• Action item
Give back every record exactly, with its pictures left out.

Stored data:
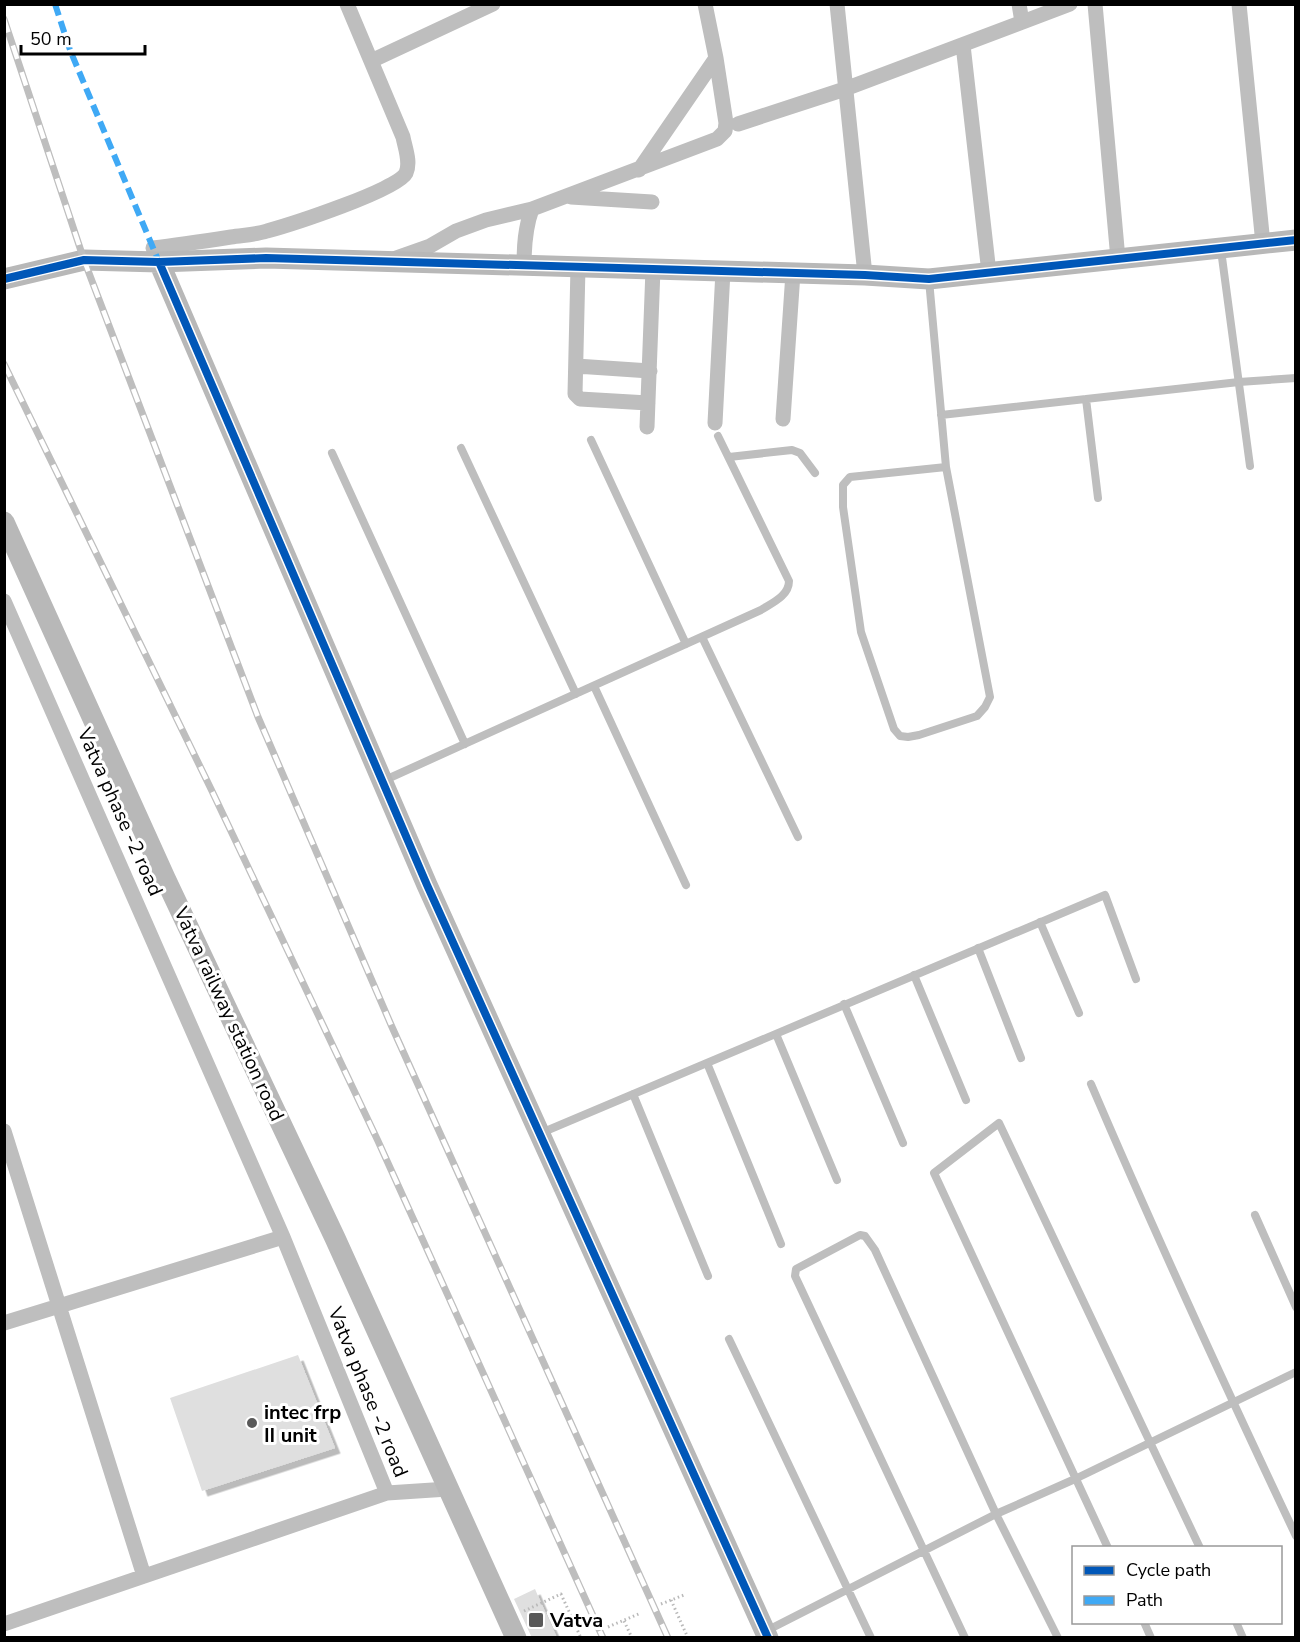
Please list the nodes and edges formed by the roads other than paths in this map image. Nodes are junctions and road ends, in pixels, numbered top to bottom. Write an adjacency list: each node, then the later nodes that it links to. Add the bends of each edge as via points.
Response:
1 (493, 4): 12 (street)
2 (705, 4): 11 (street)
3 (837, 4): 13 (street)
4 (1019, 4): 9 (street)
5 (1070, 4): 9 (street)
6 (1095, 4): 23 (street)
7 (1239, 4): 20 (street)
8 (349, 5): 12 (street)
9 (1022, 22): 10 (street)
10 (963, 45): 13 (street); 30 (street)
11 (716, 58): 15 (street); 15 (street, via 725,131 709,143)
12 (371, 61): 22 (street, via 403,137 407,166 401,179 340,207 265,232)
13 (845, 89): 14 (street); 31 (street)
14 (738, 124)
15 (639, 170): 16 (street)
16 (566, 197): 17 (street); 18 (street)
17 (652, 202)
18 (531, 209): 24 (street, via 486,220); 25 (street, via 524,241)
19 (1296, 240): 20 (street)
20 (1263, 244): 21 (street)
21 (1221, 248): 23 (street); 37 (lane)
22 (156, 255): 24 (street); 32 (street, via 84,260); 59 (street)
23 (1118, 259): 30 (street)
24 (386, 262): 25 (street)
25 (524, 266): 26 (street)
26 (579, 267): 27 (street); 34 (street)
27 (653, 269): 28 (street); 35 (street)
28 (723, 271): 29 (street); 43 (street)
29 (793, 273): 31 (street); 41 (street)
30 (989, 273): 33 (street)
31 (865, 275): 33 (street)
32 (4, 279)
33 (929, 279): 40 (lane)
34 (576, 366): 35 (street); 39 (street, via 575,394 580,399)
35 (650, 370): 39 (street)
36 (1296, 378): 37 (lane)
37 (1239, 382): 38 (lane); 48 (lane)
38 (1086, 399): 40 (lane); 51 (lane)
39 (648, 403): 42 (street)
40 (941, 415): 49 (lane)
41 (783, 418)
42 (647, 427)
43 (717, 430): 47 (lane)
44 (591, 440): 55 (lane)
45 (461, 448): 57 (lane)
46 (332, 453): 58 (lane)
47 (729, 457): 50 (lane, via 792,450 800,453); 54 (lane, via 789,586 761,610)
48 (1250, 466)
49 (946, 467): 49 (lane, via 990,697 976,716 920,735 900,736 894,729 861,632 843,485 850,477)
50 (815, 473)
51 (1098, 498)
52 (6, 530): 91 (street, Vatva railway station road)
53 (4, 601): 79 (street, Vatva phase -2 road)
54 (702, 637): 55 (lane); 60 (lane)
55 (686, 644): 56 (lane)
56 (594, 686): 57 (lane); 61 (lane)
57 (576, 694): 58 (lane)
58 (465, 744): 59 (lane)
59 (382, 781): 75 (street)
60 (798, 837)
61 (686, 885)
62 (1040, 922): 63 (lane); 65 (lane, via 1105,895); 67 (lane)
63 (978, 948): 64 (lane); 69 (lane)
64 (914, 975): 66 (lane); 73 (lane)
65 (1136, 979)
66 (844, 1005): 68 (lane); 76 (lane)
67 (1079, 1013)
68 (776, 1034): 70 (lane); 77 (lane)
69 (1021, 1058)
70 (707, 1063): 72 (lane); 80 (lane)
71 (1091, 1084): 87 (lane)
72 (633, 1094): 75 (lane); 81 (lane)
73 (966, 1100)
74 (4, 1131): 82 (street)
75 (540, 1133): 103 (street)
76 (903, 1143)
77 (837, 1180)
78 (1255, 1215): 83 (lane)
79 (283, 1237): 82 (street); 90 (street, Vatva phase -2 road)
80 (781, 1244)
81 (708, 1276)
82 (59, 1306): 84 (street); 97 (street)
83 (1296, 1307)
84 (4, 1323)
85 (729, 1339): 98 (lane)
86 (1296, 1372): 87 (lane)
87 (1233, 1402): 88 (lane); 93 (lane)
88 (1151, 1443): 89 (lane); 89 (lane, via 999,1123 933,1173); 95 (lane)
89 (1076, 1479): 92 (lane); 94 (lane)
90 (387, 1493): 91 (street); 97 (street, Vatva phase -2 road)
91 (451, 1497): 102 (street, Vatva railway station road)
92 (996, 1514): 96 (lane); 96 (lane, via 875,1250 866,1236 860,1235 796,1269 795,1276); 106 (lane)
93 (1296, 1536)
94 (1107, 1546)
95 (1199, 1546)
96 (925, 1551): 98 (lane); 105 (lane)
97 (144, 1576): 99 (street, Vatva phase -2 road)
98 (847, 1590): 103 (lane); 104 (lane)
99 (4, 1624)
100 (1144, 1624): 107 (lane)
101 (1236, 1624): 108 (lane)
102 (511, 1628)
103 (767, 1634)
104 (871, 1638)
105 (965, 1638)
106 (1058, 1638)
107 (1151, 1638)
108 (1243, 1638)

• Response to the task
Please list the nodes and edges formed by the roads other than paths in this map image. Nodes are junctions and road ends, in pixels, numbered top to bottom. Write an adjacency list: each node, then the later nodes that it links to. Add the bends of each edge as via points.
Response:
1 (493, 4): 12 (street)
2 (705, 4): 11 (street)
3 (837, 4): 13 (street)
4 (1019, 4): 9 (street)
5 (1070, 4): 9 (street)
6 (1095, 4): 23 (street)
7 (1239, 4): 20 (street)
8 (349, 5): 12 (street)
9 (1022, 22): 10 (street)
10 (963, 45): 13 (street); 30 (street)
11 (716, 58): 15 (street); 15 (street, via 725,131 709,143)
12 (371, 61): 22 (street, via 403,137 407,166 401,179 340,207 265,232)
13 (845, 89): 14 (street); 31 (street)
14 (738, 124)
15 (639, 170): 16 (street)
16 (566, 197): 17 (street); 18 (street)
17 (652, 202)
18 (531, 209): 24 (street, via 486,220); 25 (street, via 524,241)
19 (1296, 240): 20 (street)
20 (1263, 244): 21 (street)
21 (1221, 248): 23 (street); 37 (lane)
22 (156, 255): 24 (street); 32 (street, via 84,260); 59 (street)
23 (1118, 259): 30 (street)
24 (386, 262): 25 (street)
25 (524, 266): 26 (street)
26 (579, 267): 27 (street); 34 (street)
27 (653, 269): 28 (street); 35 (street)
28 (723, 271): 29 (street); 43 (street)
29 (793, 273): 31 (street); 41 (street)
30 (989, 273): 33 (street)
31 (865, 275): 33 (street)
32 (4, 279)
33 (929, 279): 40 (lane)
34 (576, 366): 35 (street); 39 (street, via 575,394 580,399)
35 (650, 370): 39 (street)
36 (1296, 378): 37 (lane)
37 (1239, 382): 38 (lane); 48 (lane)
38 (1086, 399): 40 (lane); 51 (lane)
39 (648, 403): 42 (street)
40 (941, 415): 49 (lane)
41 (783, 418)
42 (647, 427)
43 (717, 430): 47 (lane)
44 (591, 440): 55 (lane)
45 (461, 448): 57 (lane)
46 (332, 453): 58 (lane)
47 (729, 457): 50 (lane, via 792,450 800,453); 54 (lane, via 789,586 761,610)
48 (1250, 466)
49 (946, 467): 49 (lane, via 990,697 976,716 920,735 900,736 894,729 861,632 843,485 850,477)
50 (815, 473)
51 (1098, 498)
52 (6, 530): 91 (street, Vatva railway station road)
53 (4, 601): 79 (street, Vatva phase -2 road)
54 (702, 637): 55 (lane); 60 (lane)
55 (686, 644): 56 (lane)
56 (594, 686): 57 (lane); 61 (lane)
57 (576, 694): 58 (lane)
58 (465, 744): 59 (lane)
59 (382, 781): 75 (street)
60 (798, 837)
61 (686, 885)
62 (1040, 922): 63 (lane); 65 (lane, via 1105,895); 67 (lane)
63 (978, 948): 64 (lane); 69 (lane)
64 (914, 975): 66 (lane); 73 (lane)
65 (1136, 979)
66 (844, 1005): 68 (lane); 76 (lane)
67 (1079, 1013)
68 (776, 1034): 70 (lane); 77 (lane)
69 (1021, 1058)
70 (707, 1063): 72 (lane); 80 (lane)
71 (1091, 1084): 87 (lane)
72 (633, 1094): 75 (lane); 81 (lane)
73 (966, 1100)
74 (4, 1131): 82 (street)
75 (540, 1133): 103 (street)
76 (903, 1143)
77 (837, 1180)
78 (1255, 1215): 83 (lane)
79 (283, 1237): 82 (street); 90 (street, Vatva phase -2 road)
80 (781, 1244)
81 (708, 1276)
82 (59, 1306): 84 (street); 97 (street)
83 (1296, 1307)
84 (4, 1323)
85 (729, 1339): 98 (lane)
86 (1296, 1372): 87 (lane)
87 (1233, 1402): 88 (lane); 93 (lane)
88 (1151, 1443): 89 (lane); 89 (lane, via 999,1123 933,1173); 95 (lane)
89 (1076, 1479): 92 (lane); 94 (lane)
90 (387, 1493): 91 (street); 97 (street, Vatva phase -2 road)
91 (451, 1497): 102 (street, Vatva railway station road)
92 (996, 1514): 96 (lane); 96 (lane, via 875,1250 866,1236 860,1235 796,1269 795,1276); 106 (lane)
93 (1296, 1536)
94 (1107, 1546)
95 (1199, 1546)
96 (925, 1551): 98 (lane); 105 (lane)
97 (144, 1576): 99 (street, Vatva phase -2 road)
98 (847, 1590): 103 (lane); 104 (lane)
99 (4, 1624)
100 (1144, 1624): 107 (lane)
101 (1236, 1624): 108 (lane)
102 (511, 1628)
103 (767, 1634)
104 (871, 1638)
105 (965, 1638)
106 (1058, 1638)
107 (1151, 1638)
108 (1243, 1638)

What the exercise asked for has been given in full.